Some of the concerns fall in the "premature optimization" corner, IMHO. Personal preference or coding style apart, I would only start to care about some of the subtleties in a heavy inner loop that bogs down the app.

For instance, if you do not need a case-insensitive string compare, it makes no sense using CompareNoCase(). But I'd say 99.9% of the time the actual performance difference is negligible. Sure you can write a loop that times 100000 iterations of different operations and you'd find they perform differently.

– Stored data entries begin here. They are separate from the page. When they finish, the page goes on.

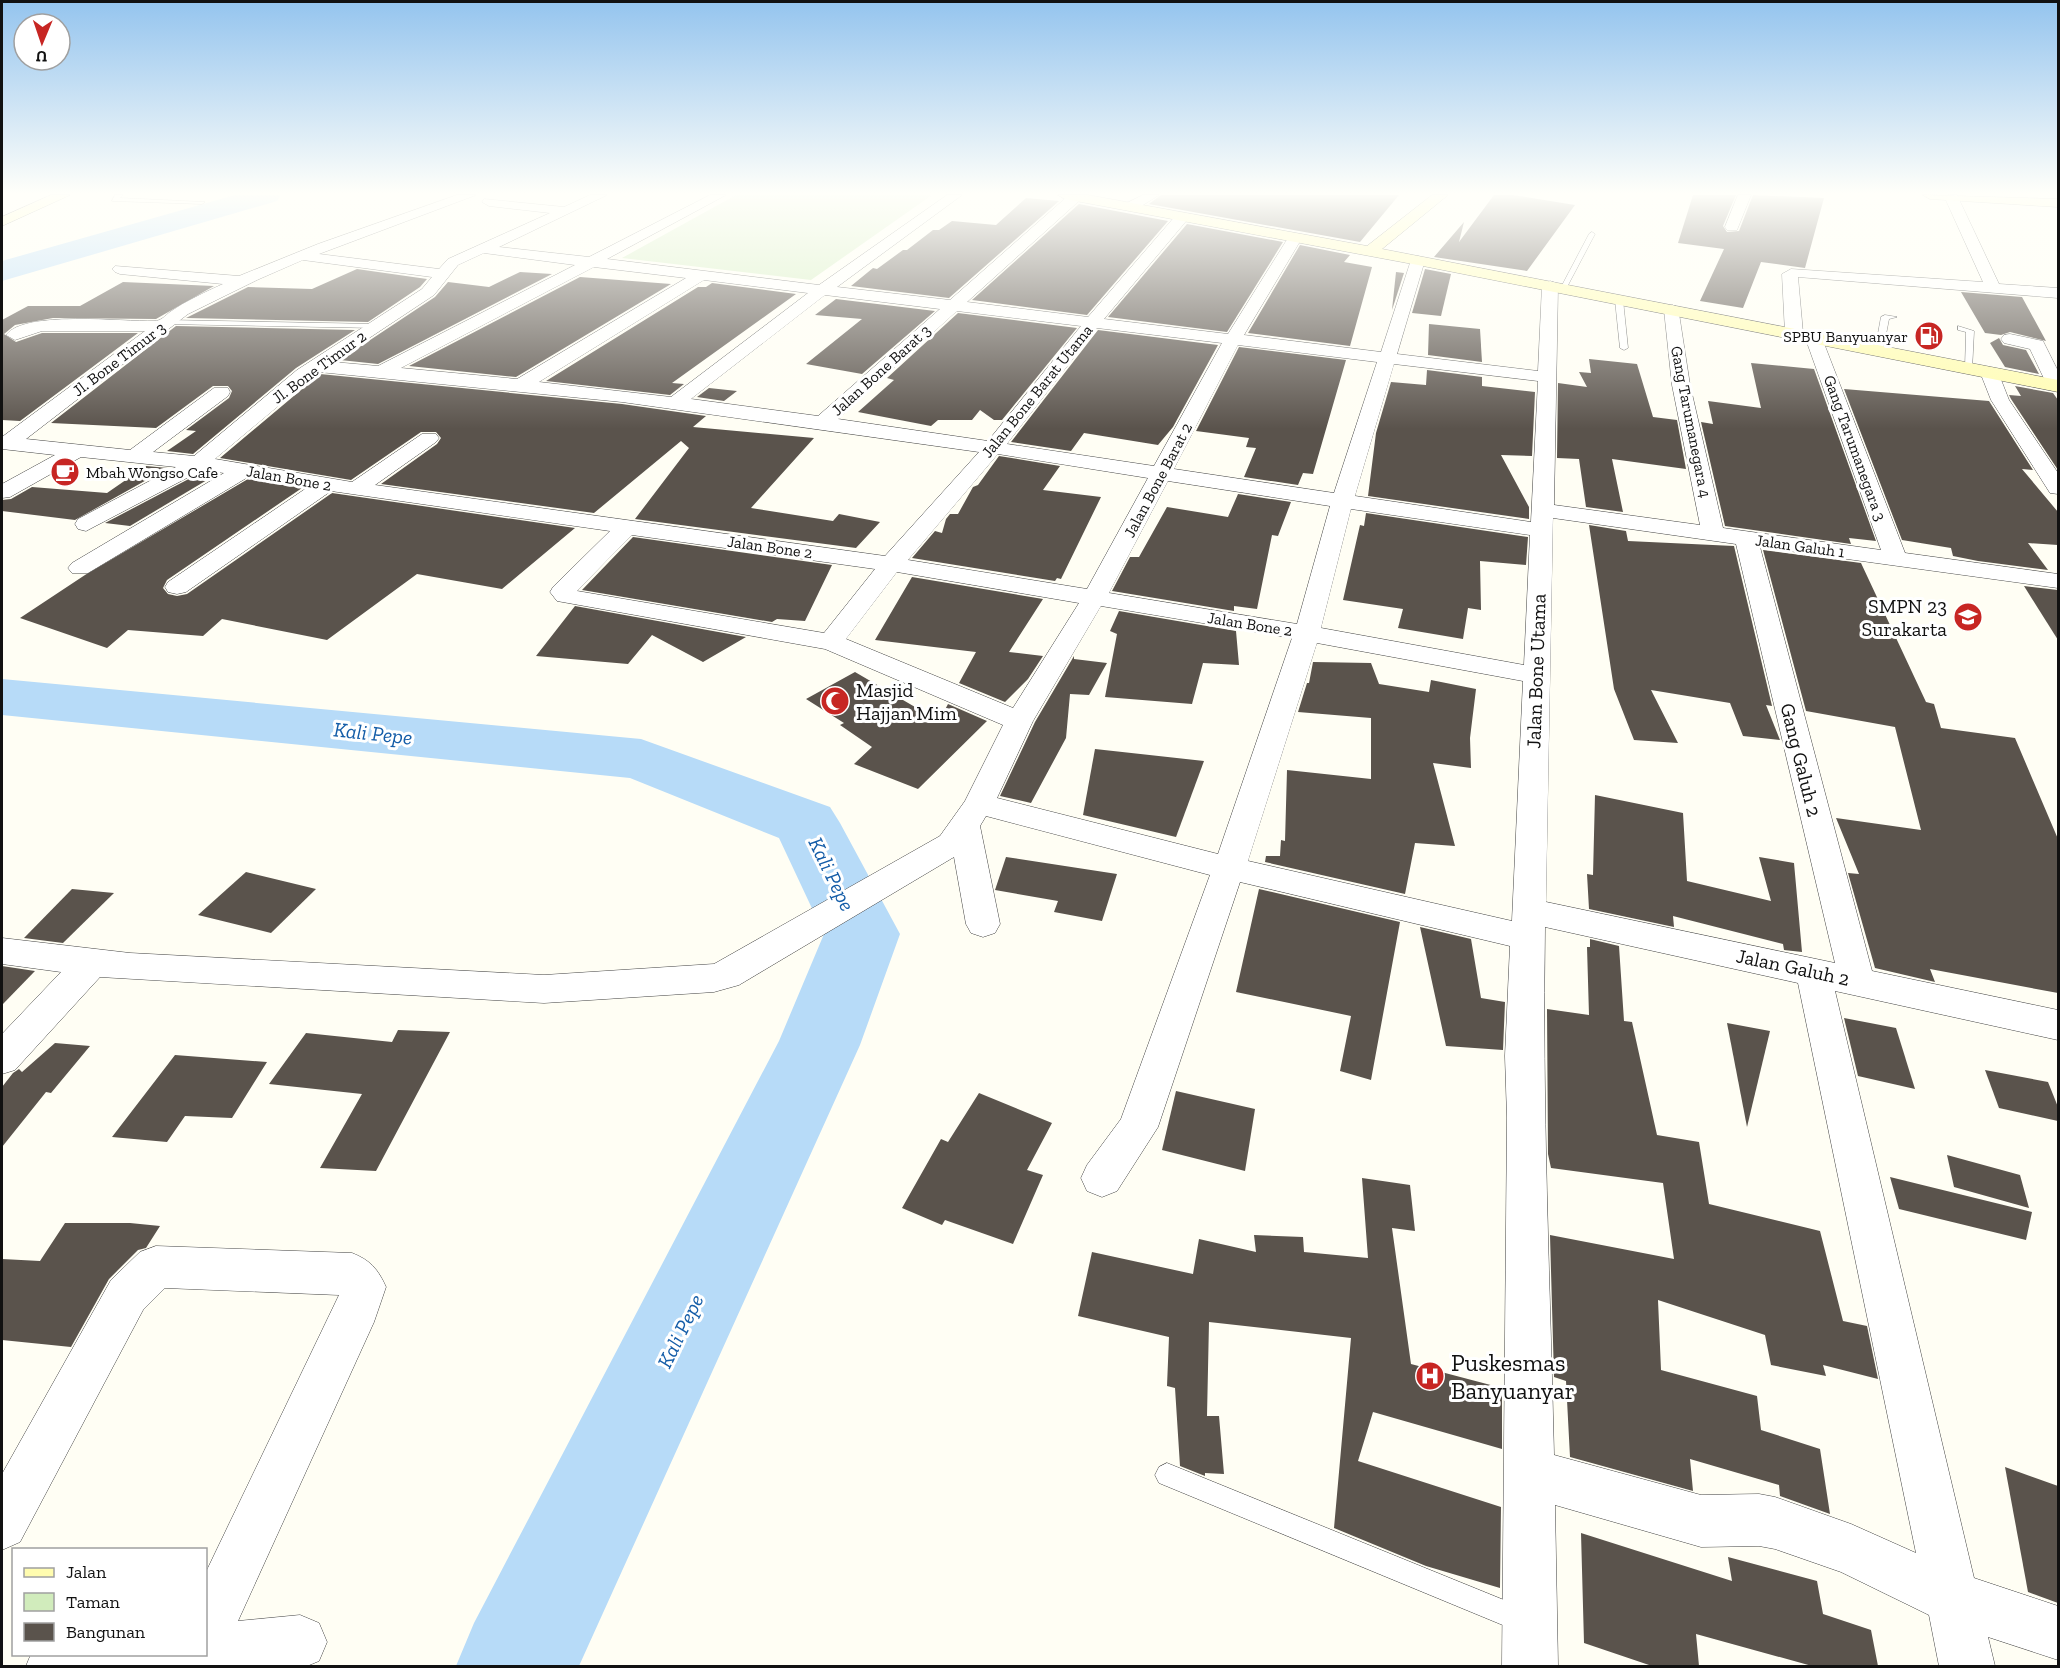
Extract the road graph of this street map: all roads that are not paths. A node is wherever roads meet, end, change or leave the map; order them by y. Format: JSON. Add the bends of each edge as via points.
{"nodes":[{"id":1,"x":158,"y":273,"type":"edge"},
{"id":2,"x":260,"y":273,"type":"edge"},
{"id":3,"x":432,"y":273,"type":"edge"},
{"id":4,"x":568,"y":273,"type":"edge"},
{"id":5,"x":666,"y":273,"type":"edge"},
{"id":6,"x":846,"y":273,"type":"edge"},
{"id":7,"x":988,"y":273,"type":"edge"},
{"id":8,"x":1135,"y":273,"type":"edge"},
{"id":9,"x":1273,"y":273,"type":"edge"},
{"id":10,"x":1414,"y":273,"type":"edge"},
{"id":11,"x":1481,"y":273,"type":"edge"},
{"id":12,"x":1566,"y":273,"type":"edge"},
{"id":13,"x":1802,"y":273,"type":"edge"},
{"id":14,"x":1821,"y":273,"type":"edge"},
{"id":15,"x":1986,"y":273,"type":"edge"},
{"id":16,"x":441,"y":274,"type":"joint"},
{"id":17,"x":699,"y":277,"type":"junction"},
{"id":18,"x":239,"y":281,"type":"junction"},
{"id":19,"x":1992,"y":287,"type":"junction"},
{"id":20,"x":1556,"y":288,"type":"junction"},
{"id":21,"x":822,"y":290,"type":"junction"},
{"id":22,"x":2058,"y":293,"type":"edge"},
{"id":23,"x":1618,"y":300,"type":"junction"},
{"id":24,"x":954,"y":305,"type":"junction"},
{"id":25,"x":135,"y":309,"type":"dead end"},
{"id":26,"x":182,"y":310,"type":"junction"},
{"id":27,"x":1672,"y":310,"type":"junction"},
{"id":28,"x":1893,"y":317,"type":"dead end"},
{"id":29,"x":165,"y":324,"type":"junction"},
{"id":30,"x":1091,"y":324,"type":"junction"},
{"id":31,"x":376,"y":326,"type":"junction"},
{"id":32,"x":1961,"y":328,"type":"dead end"},
{"id":33,"x":15,"y":335,"type":"dead end"},
{"id":34,"x":1804,"y":335,"type":"junction"},
{"id":35,"x":1233,"y":339,"type":"junction"},
{"id":36,"x":2010,"y":339,"type":"dead end"},
{"id":37,"x":1624,"y":348,"type":"dead end"},
{"id":38,"x":1880,"y":350,"type":"junction"},
{"id":39,"x":1388,"y":358,"type":"junction"},
{"id":40,"x":314,"y":366,"type":"junction"},
{"id":41,"x":1979,"y":370,"type":"junction"},
{"id":42,"x":382,"y":371,"type":"junction"},
{"id":43,"x":1546,"y":377,"type":"junction"},
{"id":44,"x":522,"y":384,"type":"junction"},
{"id":45,"x":2057,"y":385,"type":"edge"},
{"id":46,"x":221,"y":392,"type":"dead end"},
{"id":47,"x":675,"y":403,"type":"junction"},
{"id":48,"x":822,"y":423,"type":"junction"},
{"id":49,"x":429,"y":438,"type":"dead end"},
{"id":50,"x":5,"y":443,"type":"edge"},
{"id":51,"x":993,"y":448,"type":"junction"},
{"id":52,"x":79,"y":450,"type":"junction"},
{"id":53,"x":136,"y":455,"type":"junction"},
{"id":54,"x":199,"y":463,"type":"junction"},
{"id":55,"x":245,"y":470,"type":"junction"},
{"id":56,"x":1162,"y":472,"type":"junction"},
{"id":57,"x":326,"y":485,"type":"junction"},
{"id":58,"x":2058,"y":488,"type":"edge"},
{"id":59,"x":356,"y":489,"type":"junction"},
{"id":60,"x":2,"y":492,"type":"edge"},
{"id":61,"x":1342,"y":502,"type":"junction"},
{"id":62,"x":1541,"y":520,"type":"junction"},
{"id":63,"x":86,"y":524,"type":"dead end"},
{"id":64,"x":627,"y":527,"type":"junction"},
{"id":65,"x":1713,"y":534,"type":"junction"},
{"id":66,"x":1746,"y":538,"type":"junction"},
{"id":67,"x":1896,"y":559,"type":"junction"},
{"id":68,"x":891,"y":564,"type":"junction"},
{"id":69,"x":80,"y":568,"type":"dead end"},
{"id":70,"x":2058,"y":581,"type":"edge"},
{"id":71,"x":177,"y":587,"type":"dead end"},
{"id":72,"x":1094,"y":598,"type":"junction"},
{"id":73,"x":1307,"y":633,"type":"junction"},
{"id":74,"x":831,"y":642,"type":"junction"},
{"id":75,"x":1536,"y":675,"type":"junction"},
{"id":76,"x":1018,"y":721,"type":"junction"},
{"id":77,"x":964,"y":825,"type":"junction"},
{"id":78,"x":1229,"y":868,"type":"junction"},
{"id":79,"x":983,"y":924,"type":"dead end"},
{"id":80,"x":1527,"y":924,"type":"junction"},
{"id":81,"x":2,"y":951,"type":"edge"},
{"id":82,"x":91,"y":963,"type":"junction"},
{"id":83,"x":1813,"y":972,"type":"junction"},
{"id":84,"x":1857,"y":981,"type":"junction"},
{"id":85,"x":2058,"y":1025,"type":"edge"},
{"id":86,"x":2,"y":1059,"type":"edge"},
{"id":87,"x":1107,"y":1171,"type":"dead end"},
{"id":88,"x":1529,"y":1473,"type":"junction"},
{"id":89,"x":1167,"y":1475,"type":"dead end"},
{"id":90,"x":2,"y":1524,"type":"edge"},
{"id":91,"x":1950,"y":1598,"type":"junction"},
{"id":92,"x":207,"y":1628,"type":"edge"},
{"id":93,"x":2058,"y":1633,"type":"edge"},
{"id":94,"x":300,"y":1642,"type":"dead end"},
{"id":95,"x":1530,"y":1645,"type":"edge"},
{"id":96,"x":207,"y":1652,"type":"edge"},
{"id":97,"x":157,"y":1656,"type":"edge"},
{"id":98,"x":54,"y":1666,"type":"edge"},
{"id":99,"x":1967,"y":1666,"type":"edge"}],
"edges":[{"from":1,"to":18,"type":"street"},
{"from":2,"to":18,"type":"street","name":"Jl. Bone Timur 3"},
{"from":3,"to":16,"type":"street"},
{"from":4,"to":42,"type":"street"},
{"from":5,"to":17,"type":"street"},
{"from":6,"to":21,"type":"street"},
{"from":7,"to":24,"type":"street","name":"Jalan Bone Barat 3"},
{"from":8,"to":30,"type":"street","name":"Jalan Bone Barat Utama"},
{"from":9,"to":35,"type":"street","name":"Jalan Bone Barat 2"},
{"from":10,"to":39,"type":"street"},
{"from":11,"to":20,"type":"main road"},
{"from":12,"to":20,"type":"lane"},
{"from":13,"to":34,"type":"street","name":"Gang Tarumanegara 3","via":[[1790,274]]},
{"from":14,"to":19,"type":"street","name":"Gang Tarumanegara 3"},
{"from":15,"to":19,"type":"street"},
{"from":16,"to":31,"type":"street","name":"Jl. Bone Timur 2","via":[[428,292]]},
{"from":17,"to":21,"type":"street"},
{"from":17,"to":44,"type":"street"},
{"from":18,"to":26,"type":"street","name":"Jl. Bone Timur 3"},
{"from":19,"to":22,"type":"street"},
{"from":20,"to":23,"type":"main road"},
{"from":20,"to":43,"type":"street","name":"Jalan Bone Utama"},
{"from":21,"to":24,"type":"street"},
{"from":21,"to":47,"type":"street"},
{"from":23,"to":27,"type":"main road"},
{"from":23,"to":37,"type":"lane"},
{"from":24,"to":30,"type":"street"},
{"from":24,"to":48,"type":"street","name":"Jalan Bone Barat 3"},
{"from":25,"to":26,"type":"street"},
{"from":26,"to":29,"type":"street","name":"Jl. Bone Timur 3"},
{"from":27,"to":34,"type":"main road"},
{"from":27,"to":65,"type":"street","name":"Gang Tarumanegara 4","via":[[1681,385]]},
{"from":28,"to":38,"type":"lane","via":[[1885,317]]},
{"from":29,"to":31,"type":"lane"},
{"from":29,"to":33,"type":"street","via":[[42,326]]},
{"from":29,"to":50,"type":"street","name":"Jl. Bone Timur 3"},
{"from":30,"to":35,"type":"street"},
{"from":30,"to":51,"type":"street","name":"Jalan Bone Barat Utama"},
{"from":31,"to":40,"type":"street","name":"Jl. Bone Timur 2"},
{"from":32,"to":41,"type":"lane","via":[[1970,331]]},
{"from":34,"to":38,"type":"main road"},
{"from":34,"to":67,"type":"street","name":"Gang Tarumanegara 3"},
{"from":35,"to":39,"type":"street"},
{"from":35,"to":56,"type":"street","name":"Jalan Bone Barat 2"},
{"from":36,"to":45,"type":"street","via":[[2037,345]]},
{"from":38,"to":41,"type":"main road"},
{"from":39,"to":43,"type":"street"},
{"from":39,"to":61,"type":"street"},
{"from":40,"to":42,"type":"street","name":"Jalan Galuh 1"},
{"from":40,"to":54,"type":"street","name":"Jl. Bone Timur 2"},
{"from":41,"to":45,"type":"main road"},
{"from":41,"to":58,"type":"street"},
{"from":42,"to":44,"type":"street","name":"Jalan Galuh 1"},
{"from":43,"to":62,"type":"street","name":"Jalan Bone Utama"},
{"from":44,"to":47,"type":"street","name":"Jalan Galuh 1"},
{"from":46,"to":53,"type":"street"},
{"from":47,"to":48,"type":"street","name":"Jalan Galuh 1"},
{"from":48,"to":51,"type":"street","name":"Jalan Galuh 1"},
{"from":49,"to":59,"type":"street"},
{"from":50,"to":52,"type":"street","name":"Jalan Bone 2"},
{"from":51,"to":56,"type":"street","name":"Jalan Galuh 1"},
{"from":51,"to":68,"type":"street","name":"Jalan Bone Barat Utama"},
{"from":52,"to":53,"type":"street","name":"Jalan Bone 2"},
{"from":52,"to":60,"type":"street"},
{"from":53,"to":54,"type":"street","name":"Jalan Bone 2"},
{"from":54,"to":55,"type":"street","name":"Jalan Bone 2"},
{"from":54,"to":63,"type":"street","name":"Jl. Bone Timur 2"},
{"from":55,"to":57,"type":"street","name":"Jalan Bone 2"},
{"from":55,"to":69,"type":"street"},
{"from":56,"to":61,"type":"street","name":"Jalan Galuh 1"},
{"from":56,"to":72,"type":"street","name":"Jalan Bone Barat 2"},
{"from":57,"to":59,"type":"street","name":"Jalan Bone 2"},
{"from":57,"to":71,"type":"street"},
{"from":59,"to":64,"type":"street","name":"Jalan Bone 2"},
{"from":61,"to":62,"type":"street","name":"Jalan Galuh 1"},
{"from":61,"to":73,"type":"street"},
{"from":62,"to":65,"type":"street","name":"Jalan Galuh 1"},
{"from":62,"to":75,"type":"street","name":"Jalan Bone Utama"},
{"from":64,"to":68,"type":"street","name":"Jalan Bone 2"},
{"from":64,"to":74,"type":"street","via":[[562,592],[566,596]]},
{"from":65,"to":66,"type":"street","name":"Jalan Galuh 1"},
{"from":66,"to":67,"type":"street","name":"Jalan Galuh 1"},
{"from":66,"to":84,"type":"street","name":"Gang Galuh 2"},
{"from":67,"to":70,"type":"street","name":"Jalan Galuh 1"},
{"from":68,"to":72,"type":"street","name":"Jalan Bone 2"},
{"from":68,"to":74,"type":"street","name":"Jalan Bone Barat Utama"},
{"from":72,"to":73,"type":"street","name":"Jalan Bone 2"},
{"from":72,"to":76,"type":"street","name":"Jalan Bone Barat 2"},
{"from":73,"to":75,"type":"street","name":"Jalan Bone 2"},
{"from":73,"to":78,"type":"street"},
{"from":74,"to":76,"type":"street"},
{"from":75,"to":80,"type":"street","name":"Jalan Bone Utama"},
{"from":76,"to":77,"type":"street","name":"Jalan Bone Barat 2"},
{"from":77,"to":78,"type":"street","name":"Jalan Galuh 2"},
{"from":77,"to":79,"type":"street"},
{"from":77,"to":82,"type":"street","via":[[726,975],[544,989],[312,979]]},
{"from":78,"to":80,"type":"street","name":"Jalan Galuh 2"},
{"from":78,"to":87,"type":"street","via":[[1138,1127]]},
{"from":80,"to":83,"type":"street","name":"Jalan Galuh 2"},
{"from":80,"to":88,"type":"street","name":"Jalan Bone Utama","via":[[1524,1056]]},
{"from":81,"to":82,"type":"street"},
{"from":82,"to":86,"type":"street"},
{"from":83,"to":84,"type":"street","name":"Jalan Galuh 2"},
{"from":83,"to":91,"type":"street"},
{"from":84,"to":85,"type":"street","name":"Jalan Galuh 2"},
{"from":88,"to":91,"type":"street","via":[[1701,1521],[1774,1523],[1851,1550]]},
{"from":88,"to":95,"type":"street","name":"Jalan Bone Utama"},
{"from":89,"to":95,"type":"lane"},
{"from":90,"to":92,"type":"street","via":[[127,1295],[156,1267],[352,1274],[364,1287],[357,1306]]},
{"from":91,"to":93,"type":"street"},
{"from":91,"to":99,"type":"street"},
{"from":94,"to":96,"type":"street"},
{"from":97,"to":98,"type":"street"}]}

But in real-world situations these academic differences rarely make any measurable impact.

Tomalak
ColdFusion 8 supports variableName++ and variableName-- for Incrementing...no need to IncrementValue anymore
Sam Farmer
+4  A: 

I agree with Tomalak's thoughts on premature optimization. Compare is not as readable as "eq."

That being said there is a great article on the Adobe Developer Center about ColdFusion Performance: http://www.adobe.com/devnet/coldfusion/articles/coldfusion%5Fperformance.html

Terry Ryan
+2  A: 

Coldfusion MX 8 is several times faster than MX 7 from all accounts. When it came out, I read many opinions that simply upgrading for the performance boost without changing a line of code was well worth it... It was worth it. With the gains in processing power, memory availability, generally, you can do a lot more with less optimized code.

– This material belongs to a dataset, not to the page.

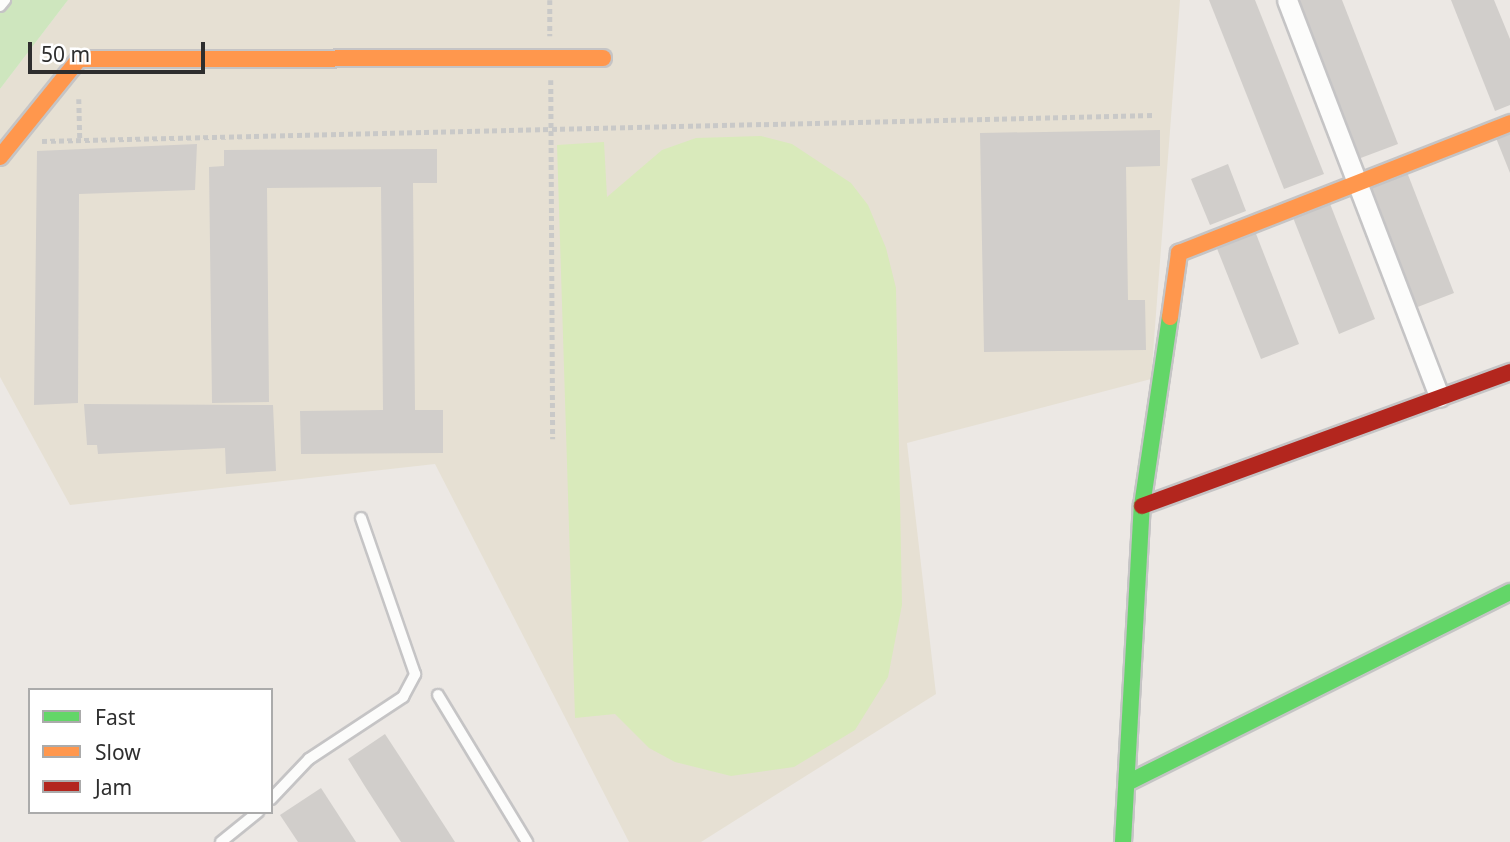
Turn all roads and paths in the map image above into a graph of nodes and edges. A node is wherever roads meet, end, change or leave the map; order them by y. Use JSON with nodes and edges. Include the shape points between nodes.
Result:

Does this mean we should stop caring and write whatever? No. Chances are where we take the most shortcuts, we'll have to grow the system the most there.

Finding that find line between enough engineering and not over-engineering a solution is a fine balance. There's a quote there by Knuth I believe that says "Premature optimizations is the root of all evil"

For me, I try to base it on:

  • how much it will be used,
  • how expensive that will be across my expected user base,
  • how critical/central it is to everything,
  • how often I may be coming back to the code to extend it into other areas

The more that these types of ideas lie in the "probably or one way or another I will", I pay more attention to it. If it needs to be readable and a small performance hit results, it's the better way to go for sustainability of the code.

Otherwise, I let items fight for my attention while I solve and build things of real(er) value.

The single biggest favour we can do ourselves is use a framework with any project, no matter how small and do the small things right from the beginning.

That way there is no sense of dread in going back to work on a system that was originally meant to be a temporary hack but never got re-factored.